::: Input data :::
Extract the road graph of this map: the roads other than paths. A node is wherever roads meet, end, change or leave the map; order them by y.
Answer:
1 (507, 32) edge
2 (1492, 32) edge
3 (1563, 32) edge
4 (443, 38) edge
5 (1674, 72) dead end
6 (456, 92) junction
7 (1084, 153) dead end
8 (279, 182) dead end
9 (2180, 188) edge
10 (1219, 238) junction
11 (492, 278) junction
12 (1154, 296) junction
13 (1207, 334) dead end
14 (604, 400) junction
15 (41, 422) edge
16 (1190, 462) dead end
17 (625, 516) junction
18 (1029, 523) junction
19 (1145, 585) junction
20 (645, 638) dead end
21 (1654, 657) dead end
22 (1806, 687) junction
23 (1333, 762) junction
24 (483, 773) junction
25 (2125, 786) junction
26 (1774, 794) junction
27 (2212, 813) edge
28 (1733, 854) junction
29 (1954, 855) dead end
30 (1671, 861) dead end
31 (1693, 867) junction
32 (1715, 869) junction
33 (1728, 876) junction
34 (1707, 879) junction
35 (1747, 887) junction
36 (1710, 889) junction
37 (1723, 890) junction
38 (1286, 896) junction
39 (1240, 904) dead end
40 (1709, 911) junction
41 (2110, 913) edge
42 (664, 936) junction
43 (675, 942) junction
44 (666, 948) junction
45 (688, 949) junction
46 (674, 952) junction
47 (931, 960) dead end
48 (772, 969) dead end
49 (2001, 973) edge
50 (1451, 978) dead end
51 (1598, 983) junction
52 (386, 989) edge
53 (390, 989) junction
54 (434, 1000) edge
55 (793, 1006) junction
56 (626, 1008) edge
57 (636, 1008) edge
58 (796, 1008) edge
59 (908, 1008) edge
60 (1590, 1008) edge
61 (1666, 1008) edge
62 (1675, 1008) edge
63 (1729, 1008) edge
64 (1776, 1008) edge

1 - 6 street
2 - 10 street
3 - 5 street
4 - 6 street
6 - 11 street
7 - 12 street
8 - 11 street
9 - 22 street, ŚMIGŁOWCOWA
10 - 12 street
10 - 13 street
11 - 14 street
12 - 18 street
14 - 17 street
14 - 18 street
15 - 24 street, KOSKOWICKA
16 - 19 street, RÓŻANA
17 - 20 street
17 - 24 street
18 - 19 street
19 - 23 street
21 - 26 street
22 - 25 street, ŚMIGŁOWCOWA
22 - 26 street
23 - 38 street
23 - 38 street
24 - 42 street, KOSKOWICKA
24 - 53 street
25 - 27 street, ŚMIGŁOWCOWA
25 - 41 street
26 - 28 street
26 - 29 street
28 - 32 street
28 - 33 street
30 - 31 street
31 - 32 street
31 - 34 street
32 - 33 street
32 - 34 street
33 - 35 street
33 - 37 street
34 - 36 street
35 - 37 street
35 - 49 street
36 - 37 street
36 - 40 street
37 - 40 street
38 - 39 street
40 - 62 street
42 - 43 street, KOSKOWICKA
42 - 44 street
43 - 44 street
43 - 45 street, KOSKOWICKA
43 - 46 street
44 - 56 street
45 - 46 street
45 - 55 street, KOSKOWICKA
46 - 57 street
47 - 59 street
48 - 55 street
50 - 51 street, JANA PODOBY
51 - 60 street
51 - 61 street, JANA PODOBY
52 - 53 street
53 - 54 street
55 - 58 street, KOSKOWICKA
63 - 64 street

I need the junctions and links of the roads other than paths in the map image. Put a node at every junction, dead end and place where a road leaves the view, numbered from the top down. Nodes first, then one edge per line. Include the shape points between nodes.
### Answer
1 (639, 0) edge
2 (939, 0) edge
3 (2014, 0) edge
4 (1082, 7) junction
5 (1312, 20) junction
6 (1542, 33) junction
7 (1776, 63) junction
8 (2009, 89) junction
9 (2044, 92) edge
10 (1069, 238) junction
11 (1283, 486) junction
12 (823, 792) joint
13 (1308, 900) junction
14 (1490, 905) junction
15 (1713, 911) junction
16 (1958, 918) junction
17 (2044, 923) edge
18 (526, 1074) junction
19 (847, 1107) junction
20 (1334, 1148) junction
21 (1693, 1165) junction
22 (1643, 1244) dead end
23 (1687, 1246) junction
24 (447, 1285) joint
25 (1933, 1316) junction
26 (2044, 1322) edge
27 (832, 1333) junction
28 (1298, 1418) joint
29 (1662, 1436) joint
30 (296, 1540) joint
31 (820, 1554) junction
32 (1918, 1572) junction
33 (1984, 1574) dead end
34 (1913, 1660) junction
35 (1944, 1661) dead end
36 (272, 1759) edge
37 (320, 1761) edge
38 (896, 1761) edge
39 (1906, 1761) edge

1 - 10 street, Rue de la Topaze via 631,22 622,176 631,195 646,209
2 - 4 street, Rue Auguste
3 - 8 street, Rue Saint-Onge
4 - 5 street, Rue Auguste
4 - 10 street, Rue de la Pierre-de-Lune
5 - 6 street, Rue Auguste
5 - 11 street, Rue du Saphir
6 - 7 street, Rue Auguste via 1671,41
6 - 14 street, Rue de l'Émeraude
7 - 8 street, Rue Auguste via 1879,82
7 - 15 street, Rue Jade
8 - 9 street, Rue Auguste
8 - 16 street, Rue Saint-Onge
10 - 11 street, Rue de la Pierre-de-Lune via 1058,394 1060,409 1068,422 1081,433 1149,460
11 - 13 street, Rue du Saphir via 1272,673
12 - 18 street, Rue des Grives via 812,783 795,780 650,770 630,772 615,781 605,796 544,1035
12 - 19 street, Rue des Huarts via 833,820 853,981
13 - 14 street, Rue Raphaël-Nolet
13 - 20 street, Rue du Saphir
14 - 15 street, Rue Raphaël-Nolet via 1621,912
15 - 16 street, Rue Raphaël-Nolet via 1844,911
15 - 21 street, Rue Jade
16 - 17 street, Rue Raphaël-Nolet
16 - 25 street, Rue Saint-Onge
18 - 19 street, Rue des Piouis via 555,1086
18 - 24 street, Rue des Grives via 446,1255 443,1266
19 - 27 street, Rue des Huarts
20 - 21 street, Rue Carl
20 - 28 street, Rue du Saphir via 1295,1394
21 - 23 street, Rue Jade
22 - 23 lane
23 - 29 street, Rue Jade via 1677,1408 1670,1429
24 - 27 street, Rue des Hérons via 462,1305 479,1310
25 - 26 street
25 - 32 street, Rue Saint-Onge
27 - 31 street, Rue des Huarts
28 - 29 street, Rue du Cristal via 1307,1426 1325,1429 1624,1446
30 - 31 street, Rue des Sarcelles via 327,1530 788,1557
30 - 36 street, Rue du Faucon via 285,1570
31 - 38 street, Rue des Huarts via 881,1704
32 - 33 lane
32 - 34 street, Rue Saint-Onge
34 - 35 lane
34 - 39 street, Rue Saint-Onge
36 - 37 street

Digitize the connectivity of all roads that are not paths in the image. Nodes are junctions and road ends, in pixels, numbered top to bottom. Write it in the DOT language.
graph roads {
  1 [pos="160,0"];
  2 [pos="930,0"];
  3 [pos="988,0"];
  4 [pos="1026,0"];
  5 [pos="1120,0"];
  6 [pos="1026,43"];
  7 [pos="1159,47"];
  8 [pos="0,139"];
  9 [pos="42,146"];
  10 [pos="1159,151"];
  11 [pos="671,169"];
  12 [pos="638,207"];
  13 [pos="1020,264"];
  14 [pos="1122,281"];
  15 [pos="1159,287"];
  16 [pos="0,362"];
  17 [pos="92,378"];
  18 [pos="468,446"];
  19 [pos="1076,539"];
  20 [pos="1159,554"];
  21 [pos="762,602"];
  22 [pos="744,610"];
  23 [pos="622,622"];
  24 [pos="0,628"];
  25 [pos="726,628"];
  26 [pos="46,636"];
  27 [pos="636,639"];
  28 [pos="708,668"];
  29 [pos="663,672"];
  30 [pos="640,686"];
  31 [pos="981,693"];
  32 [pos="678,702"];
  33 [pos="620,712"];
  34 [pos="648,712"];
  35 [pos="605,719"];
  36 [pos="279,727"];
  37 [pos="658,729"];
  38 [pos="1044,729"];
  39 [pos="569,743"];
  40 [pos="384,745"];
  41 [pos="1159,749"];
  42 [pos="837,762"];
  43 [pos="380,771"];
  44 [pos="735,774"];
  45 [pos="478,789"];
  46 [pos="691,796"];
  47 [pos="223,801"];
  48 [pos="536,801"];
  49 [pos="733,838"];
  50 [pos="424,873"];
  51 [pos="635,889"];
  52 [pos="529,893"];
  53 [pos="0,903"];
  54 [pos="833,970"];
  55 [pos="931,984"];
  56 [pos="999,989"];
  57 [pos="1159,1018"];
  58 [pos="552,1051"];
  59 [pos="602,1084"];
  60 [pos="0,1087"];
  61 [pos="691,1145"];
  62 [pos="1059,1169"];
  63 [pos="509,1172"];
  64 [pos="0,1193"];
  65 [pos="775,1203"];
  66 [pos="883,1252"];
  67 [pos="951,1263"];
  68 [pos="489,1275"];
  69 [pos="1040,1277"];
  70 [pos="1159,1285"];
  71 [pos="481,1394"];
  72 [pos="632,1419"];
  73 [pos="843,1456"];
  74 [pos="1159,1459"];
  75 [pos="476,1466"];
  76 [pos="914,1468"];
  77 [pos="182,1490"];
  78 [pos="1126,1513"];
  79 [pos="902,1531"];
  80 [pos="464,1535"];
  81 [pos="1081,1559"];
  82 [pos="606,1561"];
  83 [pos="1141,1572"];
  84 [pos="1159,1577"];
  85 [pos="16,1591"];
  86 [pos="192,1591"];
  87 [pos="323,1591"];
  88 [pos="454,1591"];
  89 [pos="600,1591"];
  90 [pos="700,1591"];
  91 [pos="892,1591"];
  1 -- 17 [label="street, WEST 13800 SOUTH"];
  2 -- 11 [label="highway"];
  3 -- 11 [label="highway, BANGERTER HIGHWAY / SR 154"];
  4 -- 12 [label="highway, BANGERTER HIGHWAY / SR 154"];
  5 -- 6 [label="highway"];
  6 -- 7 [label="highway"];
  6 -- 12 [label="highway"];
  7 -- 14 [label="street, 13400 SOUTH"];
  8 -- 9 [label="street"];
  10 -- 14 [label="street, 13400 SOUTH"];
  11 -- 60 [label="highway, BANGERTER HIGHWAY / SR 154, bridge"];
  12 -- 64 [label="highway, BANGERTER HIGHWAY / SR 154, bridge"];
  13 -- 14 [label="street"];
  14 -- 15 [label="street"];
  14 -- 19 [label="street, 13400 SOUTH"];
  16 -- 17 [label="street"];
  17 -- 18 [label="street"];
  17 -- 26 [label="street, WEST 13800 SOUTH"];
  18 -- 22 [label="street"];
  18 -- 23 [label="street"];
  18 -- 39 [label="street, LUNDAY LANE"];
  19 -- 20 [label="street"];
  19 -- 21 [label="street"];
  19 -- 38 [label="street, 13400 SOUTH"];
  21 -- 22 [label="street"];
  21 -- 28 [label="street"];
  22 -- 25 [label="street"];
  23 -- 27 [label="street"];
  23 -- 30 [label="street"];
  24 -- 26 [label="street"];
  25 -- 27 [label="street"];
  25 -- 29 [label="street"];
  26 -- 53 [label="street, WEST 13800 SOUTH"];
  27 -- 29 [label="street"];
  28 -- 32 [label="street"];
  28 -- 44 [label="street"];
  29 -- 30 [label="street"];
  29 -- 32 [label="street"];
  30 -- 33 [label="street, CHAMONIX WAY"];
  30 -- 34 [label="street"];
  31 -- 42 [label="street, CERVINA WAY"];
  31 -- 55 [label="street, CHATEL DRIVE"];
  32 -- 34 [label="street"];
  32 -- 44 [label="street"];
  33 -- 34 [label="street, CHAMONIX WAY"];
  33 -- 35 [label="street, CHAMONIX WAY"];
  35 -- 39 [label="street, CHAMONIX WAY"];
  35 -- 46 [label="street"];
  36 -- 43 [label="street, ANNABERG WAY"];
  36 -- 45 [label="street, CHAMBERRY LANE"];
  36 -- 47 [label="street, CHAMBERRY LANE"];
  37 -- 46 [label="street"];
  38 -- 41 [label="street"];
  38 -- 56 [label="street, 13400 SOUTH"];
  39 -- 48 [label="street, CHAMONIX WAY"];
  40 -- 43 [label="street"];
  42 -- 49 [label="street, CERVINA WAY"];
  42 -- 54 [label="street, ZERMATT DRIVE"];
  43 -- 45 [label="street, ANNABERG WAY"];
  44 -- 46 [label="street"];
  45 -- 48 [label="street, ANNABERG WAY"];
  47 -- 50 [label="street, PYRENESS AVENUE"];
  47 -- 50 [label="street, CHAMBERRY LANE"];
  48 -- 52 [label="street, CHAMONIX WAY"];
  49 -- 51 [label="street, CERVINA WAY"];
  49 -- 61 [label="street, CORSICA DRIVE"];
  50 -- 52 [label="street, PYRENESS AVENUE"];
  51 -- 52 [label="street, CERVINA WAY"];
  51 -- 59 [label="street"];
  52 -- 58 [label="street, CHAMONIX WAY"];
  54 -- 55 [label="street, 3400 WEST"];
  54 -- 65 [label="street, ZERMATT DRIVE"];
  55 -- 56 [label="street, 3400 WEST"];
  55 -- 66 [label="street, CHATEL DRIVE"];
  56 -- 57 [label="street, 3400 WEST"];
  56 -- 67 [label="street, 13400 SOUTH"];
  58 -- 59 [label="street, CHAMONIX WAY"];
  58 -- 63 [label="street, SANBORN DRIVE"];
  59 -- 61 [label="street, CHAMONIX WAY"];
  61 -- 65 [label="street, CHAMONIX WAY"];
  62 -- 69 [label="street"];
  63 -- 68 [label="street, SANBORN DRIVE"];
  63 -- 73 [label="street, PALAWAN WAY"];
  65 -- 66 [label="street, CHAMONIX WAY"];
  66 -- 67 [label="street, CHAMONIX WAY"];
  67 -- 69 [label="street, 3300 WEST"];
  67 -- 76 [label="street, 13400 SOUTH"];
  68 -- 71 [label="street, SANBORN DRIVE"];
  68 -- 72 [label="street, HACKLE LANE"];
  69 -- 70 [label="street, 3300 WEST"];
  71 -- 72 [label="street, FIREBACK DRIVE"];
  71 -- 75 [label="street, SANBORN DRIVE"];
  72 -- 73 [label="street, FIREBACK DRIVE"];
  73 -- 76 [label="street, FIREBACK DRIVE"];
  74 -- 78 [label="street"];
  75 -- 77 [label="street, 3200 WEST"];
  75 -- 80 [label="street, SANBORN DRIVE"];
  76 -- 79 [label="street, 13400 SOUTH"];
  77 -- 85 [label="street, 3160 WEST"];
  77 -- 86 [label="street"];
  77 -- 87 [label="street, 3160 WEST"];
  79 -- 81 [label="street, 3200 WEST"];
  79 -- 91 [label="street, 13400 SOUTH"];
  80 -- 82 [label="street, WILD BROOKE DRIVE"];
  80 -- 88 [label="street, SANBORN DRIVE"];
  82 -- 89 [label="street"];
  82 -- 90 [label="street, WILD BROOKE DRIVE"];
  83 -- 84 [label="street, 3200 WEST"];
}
:::
# [Task instructions]
Report all lines of the data above that include the string "Pierre".

# [Exercise solution]
4 - 10 street, Rue de la Pierre-de-Lune
10 - 11 street, Rue de la Pierre-de-Lune via 1058,394 1060,409 1068,422 1081,433 1149,460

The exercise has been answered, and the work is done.